Made as a guesthouse to Maharaja of Bikaner by Malji Kothari – one of the richest Seths of Churu – Malji Ka Kamra is over 100 years’ old. The place was used as an entertainment house for visiting dignitaries with artists being called upon from all corners of Bikaner riyasat. One of the rooms still carry original painting of Ganga Singh Ji – who used to stay in that particular room during his frequent visits to Churu.

This stone and lime edifice was built over 17 years which shows in the changing style of artwork imprinted on its walls. The present owners – Anand Balan and Ranjitmal Kothari – carried out the restoration of this heritage building taking care to retain the integrity of its original style after it had reached a state of partial collapse due to neglect in last few decades.

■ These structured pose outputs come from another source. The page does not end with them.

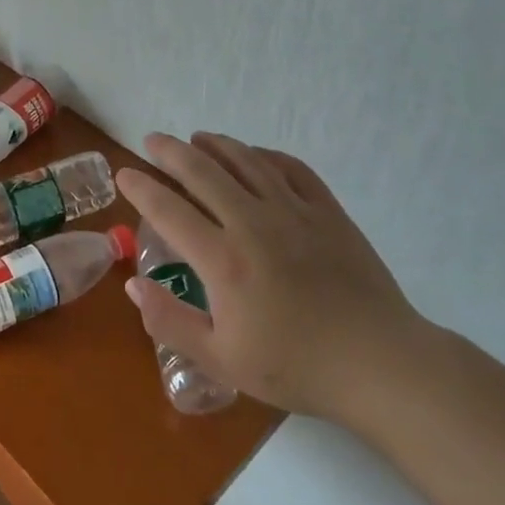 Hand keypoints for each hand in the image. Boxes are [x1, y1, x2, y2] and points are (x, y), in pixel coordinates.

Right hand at [116, 133, 430, 429]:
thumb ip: (170, 321)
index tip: (124, 173)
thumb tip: (132, 285)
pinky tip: (255, 155)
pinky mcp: (328, 212)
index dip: (141, 187)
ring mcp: (295, 212)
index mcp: (224, 260)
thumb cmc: (296, 367)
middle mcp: (254, 223)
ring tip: (197, 138)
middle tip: (152, 140)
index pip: (169, 210)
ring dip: (216, 145)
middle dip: (171, 152)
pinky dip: (266, 155)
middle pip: (203, 172)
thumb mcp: (222, 360)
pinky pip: (292, 169)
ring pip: (247, 162)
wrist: (380, 364) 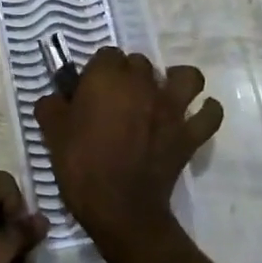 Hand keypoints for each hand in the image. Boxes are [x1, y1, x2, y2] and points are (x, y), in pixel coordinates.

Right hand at [34, 48, 222, 248]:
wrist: (119, 208)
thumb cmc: (81, 164)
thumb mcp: (51, 132)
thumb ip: (52, 106)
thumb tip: (56, 98)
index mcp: (107, 77)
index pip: (105, 55)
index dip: (97, 71)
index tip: (88, 90)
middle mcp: (143, 84)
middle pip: (141, 63)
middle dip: (129, 74)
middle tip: (116, 99)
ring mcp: (172, 108)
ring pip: (187, 77)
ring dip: (177, 81)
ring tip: (164, 94)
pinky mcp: (189, 134)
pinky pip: (210, 115)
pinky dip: (206, 111)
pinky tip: (195, 115) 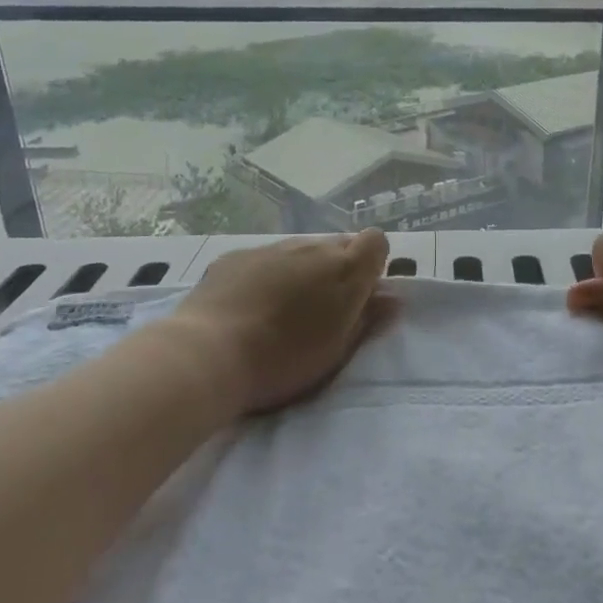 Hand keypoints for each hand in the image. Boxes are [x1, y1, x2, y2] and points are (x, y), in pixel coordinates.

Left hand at [168, 229, 395, 415]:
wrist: (209, 354)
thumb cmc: (284, 360)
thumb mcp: (337, 351)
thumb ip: (368, 320)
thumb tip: (392, 299)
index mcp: (345, 270)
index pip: (376, 241)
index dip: (372, 264)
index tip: (360, 294)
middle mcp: (313, 248)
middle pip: (338, 246)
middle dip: (337, 270)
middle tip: (321, 309)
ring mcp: (273, 248)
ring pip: (301, 251)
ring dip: (301, 272)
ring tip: (281, 310)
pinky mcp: (237, 256)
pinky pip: (265, 259)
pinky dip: (266, 275)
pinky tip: (248, 306)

Situated in the heart of Churu – the least explored of three districts comprising Shekhawati – Malji ka Kamra showcases a unique combination of Italian style construction combined with ingenuity of local architects. The hugely impressive stucco work on the exteriors and Shekhawati style murals painted in the interiors are some of the finest examples of art prevalent in early 20th century.

History of Churu

The city of Churu was founded in 1620 by a Jat chieftain Churru. Churu was ruled by Thakur Maldeo, the grandson of Rao Kandhal and uncle of Rao Bika, the Rathore Rajputs of Bikaner.

In the 18th century Churu fell on the caravan route and the business was thriving. However, by end of 18th century, due to excessive taxes imposed by local Thakur, most of the important traders were compelled to move across the border in Sikar (which came under state of Amber i.e. Jaipur). The Rao of Sikar, Devi Singh, gladly welcomed them to a place 15km south of Churu where the Poddars established the town of Ramgarh. This town boasts of a very high number of havelis and is called as Ramgarh Sethan (literally the merchant town of Ramgarh).

Soon, Churu came under direct rule of state of Bikaner after its Thakur revolted against the Maharaja of Bikaner, Surat Singh, with disastrous results. He had to commit suicide and the Maharaja took over the town in 1818. During one of these battles between the forces of Churu and Bikaner when all the copper and brass had been exhausted, Churu Thakur asked his womenfolk to part off their silver ornaments and with this metal, shells for the cannons were made and used in the battle. After 1830’s, as the trade patterns changed and the merchant families started migrating to new business centers of British India, they created a lot of wealth and decided to spend most of it back home. Not only were palatial homes decorated with magnificent frescoes created, but also buildings with social purposes like wells, baoris, chhatris and dharamshalas were made aplenty.

Today, Churu retains much of its original charm and adds rustic, 16px town’s feel to it with its colorful bazaar and unhurried life. The town is literally a living mural that has expressed itself on the walls of the havelis that remains to be discovered by tourists.